Forgotten Australians
1.23
In March 2003 the Committee duly received the reference on the
Australians who experienced institutional or out-of-home care as children. The
report Forgotten Australians was tabled in August 2004 after an
extensive inquiry.
1.24
The Committee received hundreds of graphic and disturbing accounts about
the treatment and care experienced by children in out-of-home care. Like the
child migrants before them, many care leavers showed immense courage in putting
intensely personal life stories on the public record. Their stories outlined a
litany of emotional, physical and sexual abuse, and often criminal physical and
sexual assault. Their stories also told of neglect, humiliation and deprivation
of food, education and healthcare. Such abuse and assault was widespread across
institutions, across States and across the government, religious and other care
providers.
1.25
But the overwhelming response as to treatment in care, even among those
that made positive comments, was the lack of love, affection and nurturing that
was never provided to young children at critical times during their emotional
development.
1.26
The Committee concluded that upwards of, and possibly more than, 500 000
Australians experienced care in an orphanage, Home or other form of out-of-home
care during the last century. However, it is now considered that this figure
may be an underestimate. As many of these people have had a family it is highly
likely that every Australian either was, is related to, works with or knows
someone who experienced childhood in an institution or out-of-home care
environment.
1.27
Children were placed in care for a myriad of reasons including being
orphaned; being born to a single mother; family dislocation from domestic
violence, divorce or separation; family poverty and parents' inability to cope
with their children often as a result of some form of crisis or hardship. Many
children were made wards of the state after being charged with being
uncontrollable, neglected or in moral danger, not because they had done
anything wrong, but because circumstances in which they found themselves
resulted in them being status offenders. Others were placed in care through
private arrangements usually involving payment to the Home. Irrespective of how
children were placed in care, it was not their fault.
1.28
Children were placed in a range of institutions including orphanages,
Homes, industrial or training schools that were administered variously by the State,
religious bodies and other charitable or welfare groups.
1.29
The Forgotten Australians report outlines not only how complex
and varied the long term impact of a childhood spent in institutional care can
be for the care leaver but also that their children and families have also felt
the impact, which can then flow through to future generations.
1.30
The Committee concluded that there had been wide scale unsafe, improper
and unlawful care of children, a failure of duty of care, and serious and
repeated breaches of statutory obligations.
1.31
The Committee further concluded that many comments in recent years by
governments, churches and care providers reveal a complete lack of
understanding of or acceptance of responsibility for the level of neglect,
abuse and assault that occurred in their institutions. Actions and statements
by these groups since the inquiry would indicate that in many instances there
remains at best only a rudimentary awareness of these issues and their
implications.
1.32
The Committee made a number of recommendations. Foremost among them was
that the Committee believed that governments, the Churches and agencies should
issue formal statements acknowledging their role in past institutional care
policies and practices and the impact this had on the lives of many care
leavers. These statements should express sorrow and apologise for the physical,
psychological and social harm caused as a result of the care leavers'
experiences as children in institutional care. The Committee also considered
that these acknowledgments must be accompanied by other positive measures as
recommended in the report to ensure that they are not regarded as merely 'empty
gestures' by the care leavers and the community generally.
1.33
Other key recommendations made by the Committee included establishing a
national reparations fund for victims of institutional and out-of-home care
abuse; providing improvements to the transparency and accountability of
internal church processes for dealing with allegations of abuse and their commitment
to address past grievances; a range of measures to assist in identifying,
locating and accessing personal records; providing a raft of services to
address the needs of care leavers, especially support and advocacy services,
counselling and the need for specialised counselling services, and programs to
tackle health and ageing, housing and homelessness, and adult literacy and
numeracy and other education services are addressed.

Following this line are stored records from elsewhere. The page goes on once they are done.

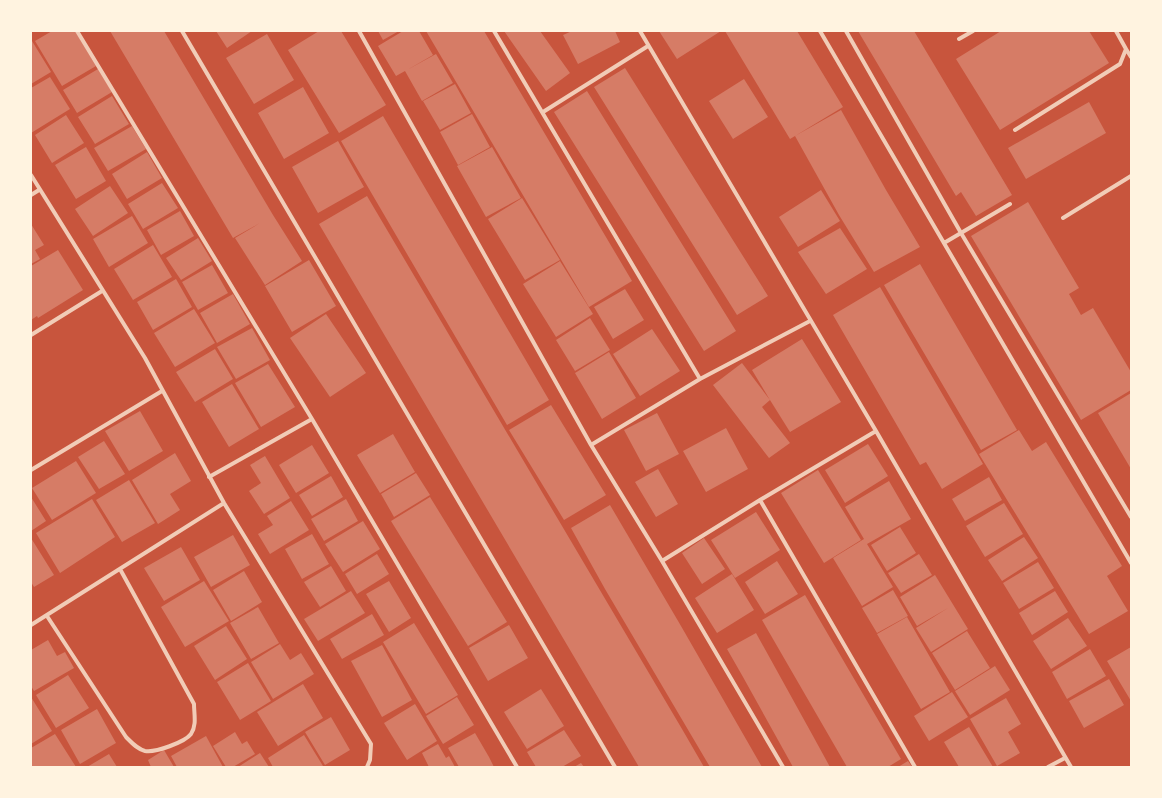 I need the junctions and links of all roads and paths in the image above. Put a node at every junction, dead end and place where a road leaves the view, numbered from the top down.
1 (77, 31) edge
2 (182, 31) edge
3 (359, 31) edge
4 (494, 31) edge
5 (640, 31) edge
6 (820, 31) edge
7 (846, 31) edge
8 (973, 31) edge
9 (1116, 31) edge
10 (959, 39) dead end
11 (648, 46) junction
12 (1126, 49) junction
13 (1131, 57) edge
14 (542, 112) junction
15 (1015, 130) dead end
16 (31, 175) edge
17 (1131, 176) edge
18 (39, 190) junction
19 (31, 195) edge
20 (1010, 204) dead end
21 (1063, 218) dead end
22 (961, 233) junction
23 (944, 243) junction
24 (102, 291) junction
25 (810, 321) junction
26 (31, 335) edge
27 (700, 379) junction
28 (162, 391) junction
29 (312, 419) junction
30 (876, 431) junction
31 (591, 445) junction
32 (31, 470) edge
33 (209, 477) junction
34 (760, 500) junction
35 (224, 503) junction
36 (1131, 517) edge
37 (662, 561) junction
38 (1131, 563) edge
39 (120, 569) junction
40 (47, 616) junction
41 (31, 625) edge
42 (1065, 758) junction
43 (367, 767) edge
44 (518, 767) edge
45 (615, 767) edge
46 (783, 767) edge
47 (915, 767) edge
48 (1048, 767) edge
49 (1071, 767) edge

1 - 29 street
2 - 45 street
3 - 31 street
4 - 14 street
5 - 11 street
6 - 23 street
7 - 22 street
8 - 10 street
9 - 12 street
11 - 14 street
11 - 25 street
12 - 13 street
12 - 15 street
14 - 27 street
16 - 18 street
17 - 21 street
18 - 19 street
18 - 24 street
20 - 22 street
22 - 23 street
22 - 36 street
23 - 38 street
24 - 26 street
24 - 28 street
25 - 27 street
25 - 30 street
27 - 31 street
28 - 32 street
28 - 33 street
29 - 33 street
29 - 44 street
30 - 34 street
30 - 42 street
31 - 37 street
33 - 35 street
34 - 37 street
34 - 47 street
35 - 39 street
35 - 43 street
37 - 46 street
39 - 40 street
39 - 40 street
40 - 41 street
42 - 48 street
42 - 49 street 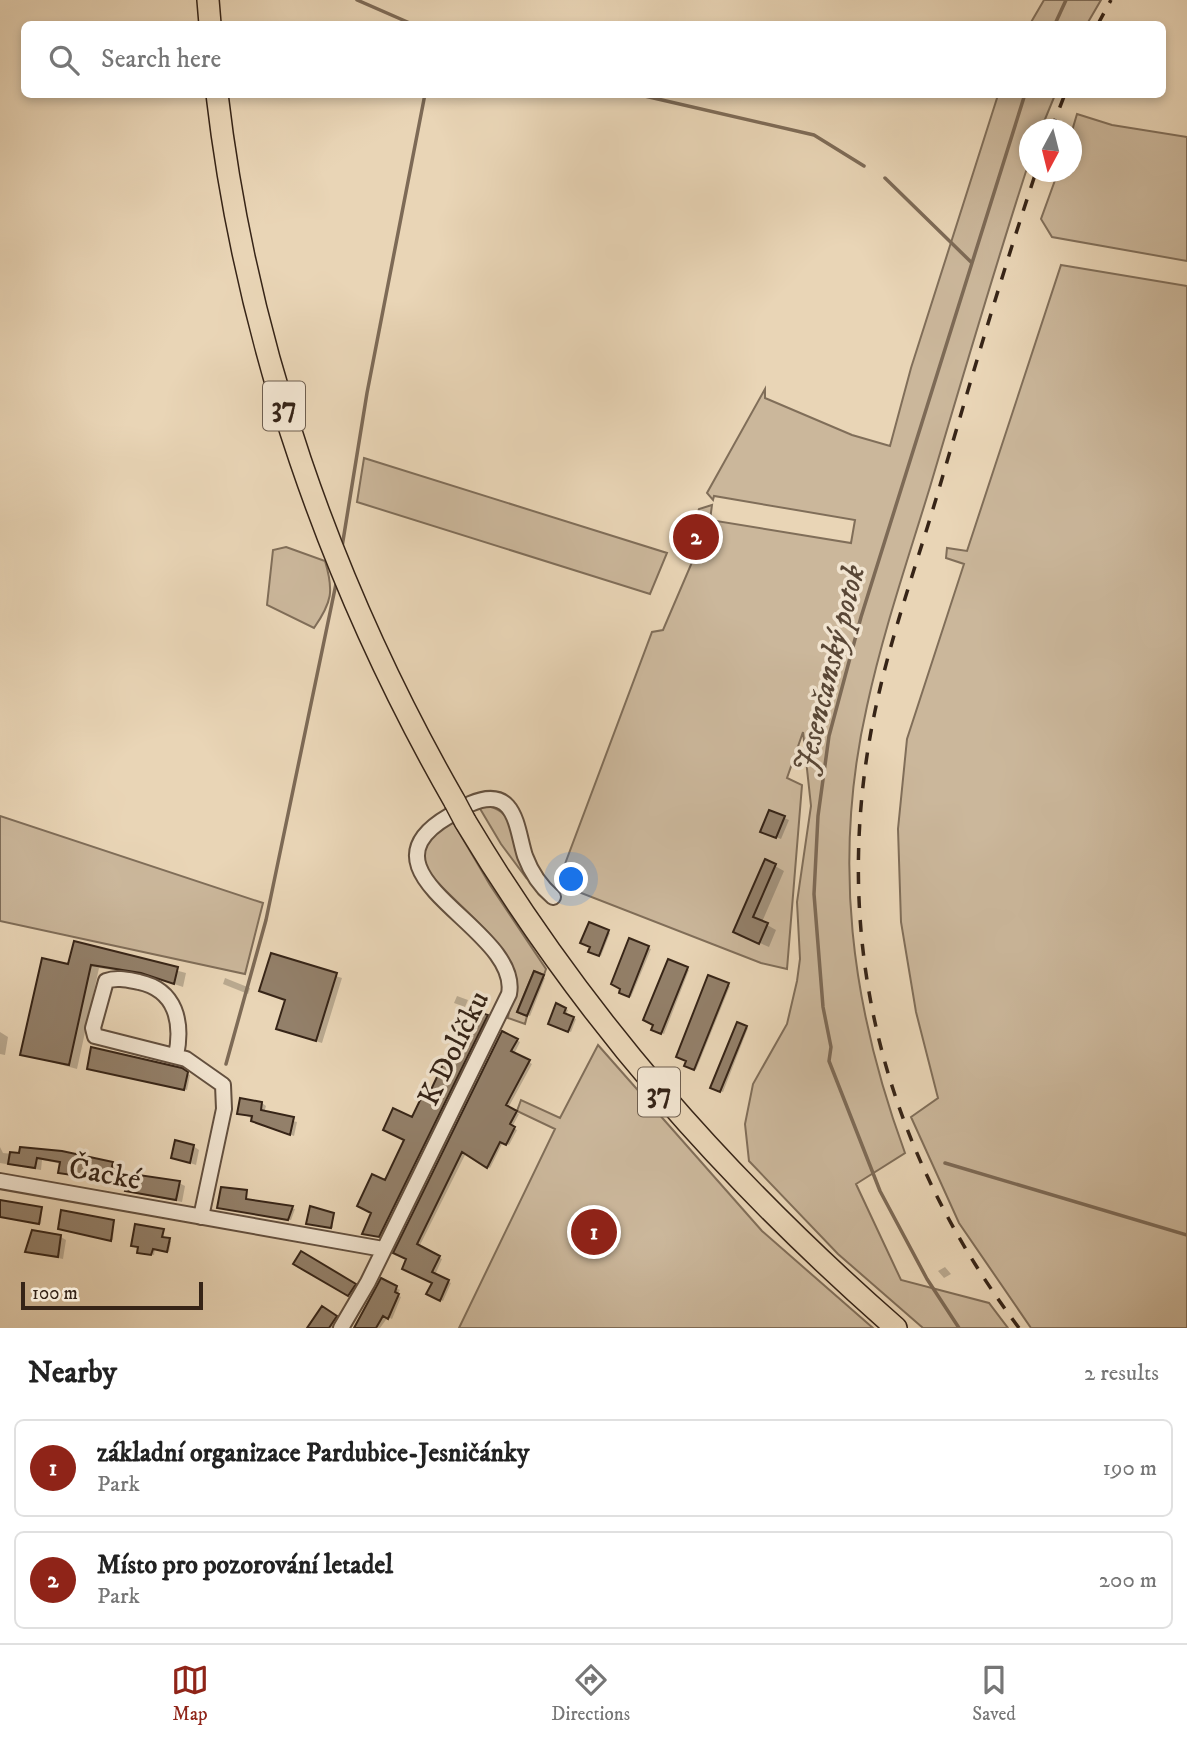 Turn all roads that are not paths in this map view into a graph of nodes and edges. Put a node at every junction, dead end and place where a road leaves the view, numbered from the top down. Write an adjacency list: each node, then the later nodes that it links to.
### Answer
1 (208, 0): 2 (main road)
2 (210, 21)
3 (218, 98): 4 (main road, 37)
4 (460, 811): 5 (street); 9 (street, K Dolíčku); 11 (main road, 37)
5 (553, 897)
6 (176, 1056): 6 (street); 8 (street)
7 (0, 1181): 8 (street, Čacké)
8 (201, 1217): 9 (street, Čacké)
9 (383, 1249): 10 (street, K Dolíčku)
10 (341, 1328)
11 (896, 1328) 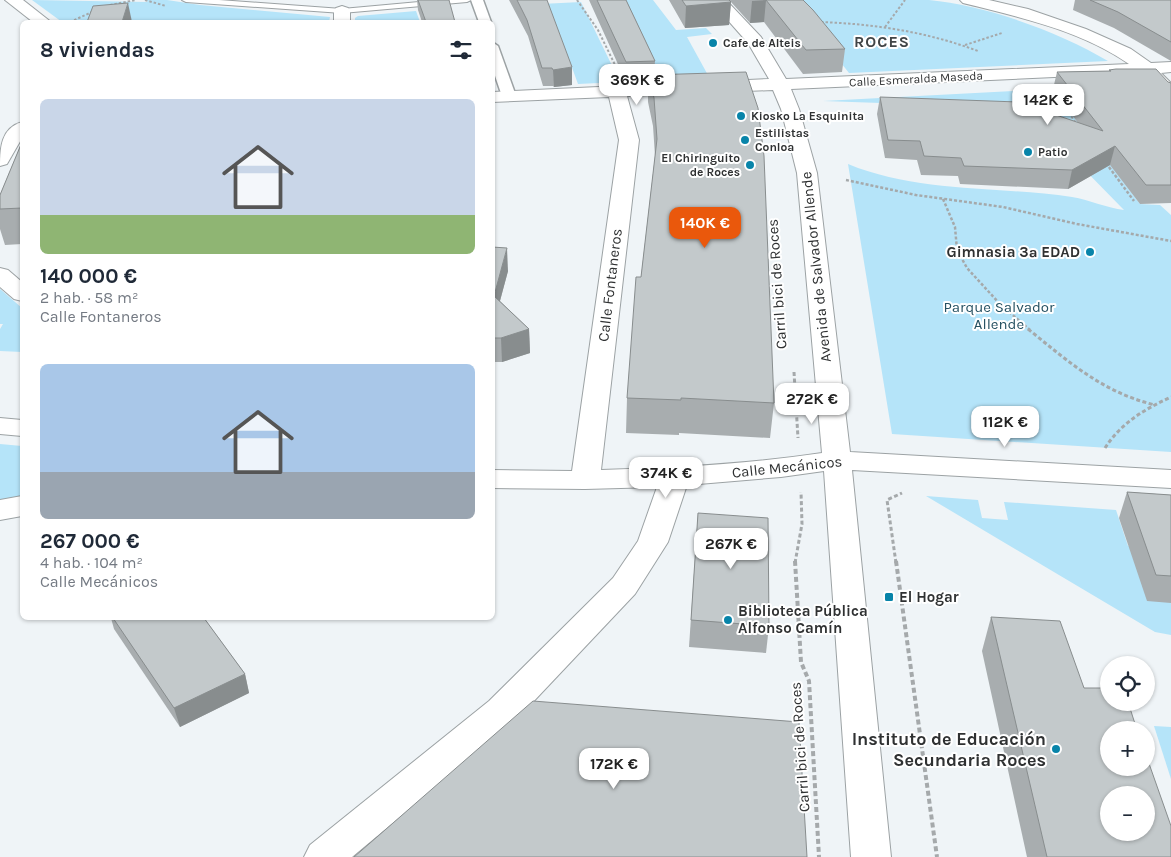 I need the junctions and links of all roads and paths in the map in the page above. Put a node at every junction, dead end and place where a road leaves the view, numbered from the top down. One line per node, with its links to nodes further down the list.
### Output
1 (13, 0): 13 (street)
2 (136, 0): 10 (path)
3 (186, 0): 12 (lane)
4 (467, 0): 12 (lane)
5 (477, 0): 15 (street)
6 (577, 0): 25 (path)
7 (718, 0): 24 (street, Avenida de Salvador Allende)
8 (906, 0): 17 (path)
9 (968, 0): 23 (street)
10 (107, 6)
11 (96, 10): 14 (path)
12 (342, 17)
13 (40, 20)
14 (74, 20)
15 (484, 20)
16 (819, 22): 17 (path)
17 (885, 27): 19 (path)
18 (1001, 33): 19 (path)
19 (964, 45): 20 (path)
20 (981, 52)
21 (495, 63): 28 (street)
22 (1171, 67): 23 (street, Calle Esmeralda Maseda)
23 (1147, 68): 24 (street, Calle Esmeralda Maseda); 27 (street)
24 (780, 84): 25 (street, Calle Esmeralda Maseda); 45 (street, Avenida de Salvador Allende)
25 (622, 91): 28 (street, Calle Esmeralda Maseda); 50 (street, Calle Fontaneros)
26 (1053, 92): 30 (path)
27 (1171, 94)
28 (501, 97)
29 (20, 130): 31 (street)
30 (1082, 131)
31 (0, 160)
32 (1105, 162): 35 (path)
33 (846, 180): 34 (path)
34 (943, 199): 36 (path); 41 (path)
35 (1134, 201)
36 (1171, 241)
37 (0, 275): 38 (street)
38 (20, 292)
39 (794, 363): 46 (path, Carril bici de Roces)
40 (1171, 397): 41 (path)
41 (1154, 405): 44 (path)
42 (0, 426): 43 (street)
43 (20, 428)
44 (1102, 453)
45 (837, 460): 46 (street, Calle Mecánicos); 49 (street, Calle Mecánicos); 56 (street, Avenida de Salvador Allende)
46 (799, 465): 47 (street, Calle Mecánicos); 55 (path, Carril bici de Roces)
47 (675, 477): 50 (street, Calle Mecánicos); 54 (street)
48 (495, 479): 50 (street, Calle Mecánicos)
49 (1171, 479)
50 (585, 480)
51 (902, 492): 57 (path)
52 (20, 506): 53 (street)
53 (0, 510)
54 (324, 857)
55 (819, 857)
56 (871, 857)
57 (937, 857)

Comment since Reports' tabling
1.34
The evidence received by the Committee during the current inquiry has
shown that the response to the recommendations of the earlier inquiries by the Commonwealth
and State governments, the churches and agencies has been variable. In some
instances considerable work and progress has been undertaken, in other areas
progress is slow or no action has been taken. The discussion on the level of
response by the different jurisdictions is in the following chapters.
1.35
Some of the notable developments that have occurred since the tabling of
the earlier reports have been the holding of inquiries in some States, most
notably the extensive Commission of Inquiry in South Australia by Ted
Mullighan; the introduction of redress schemes in some States—though notably
not in New South Wales or Victoria; the making of apologies in some States—though
their content and manner of delivery were variable; and the growing membership
and involvement of care leavers with support groups and the gathering of
individuals to form more self-help and support groups, often through the lack
of assistance from other services.
1.36
Since the tabling of Forgotten Australians in August 2004, the
activities of support groups and reunions held by some homes and service
providers has led to many people with a background of institutional care as a
child finding out about the support and assistance that different groups can
provide. Many did not know of the earlier Senate inquiry and as awareness
increases so do requests for copies of the Forgotten Australians report.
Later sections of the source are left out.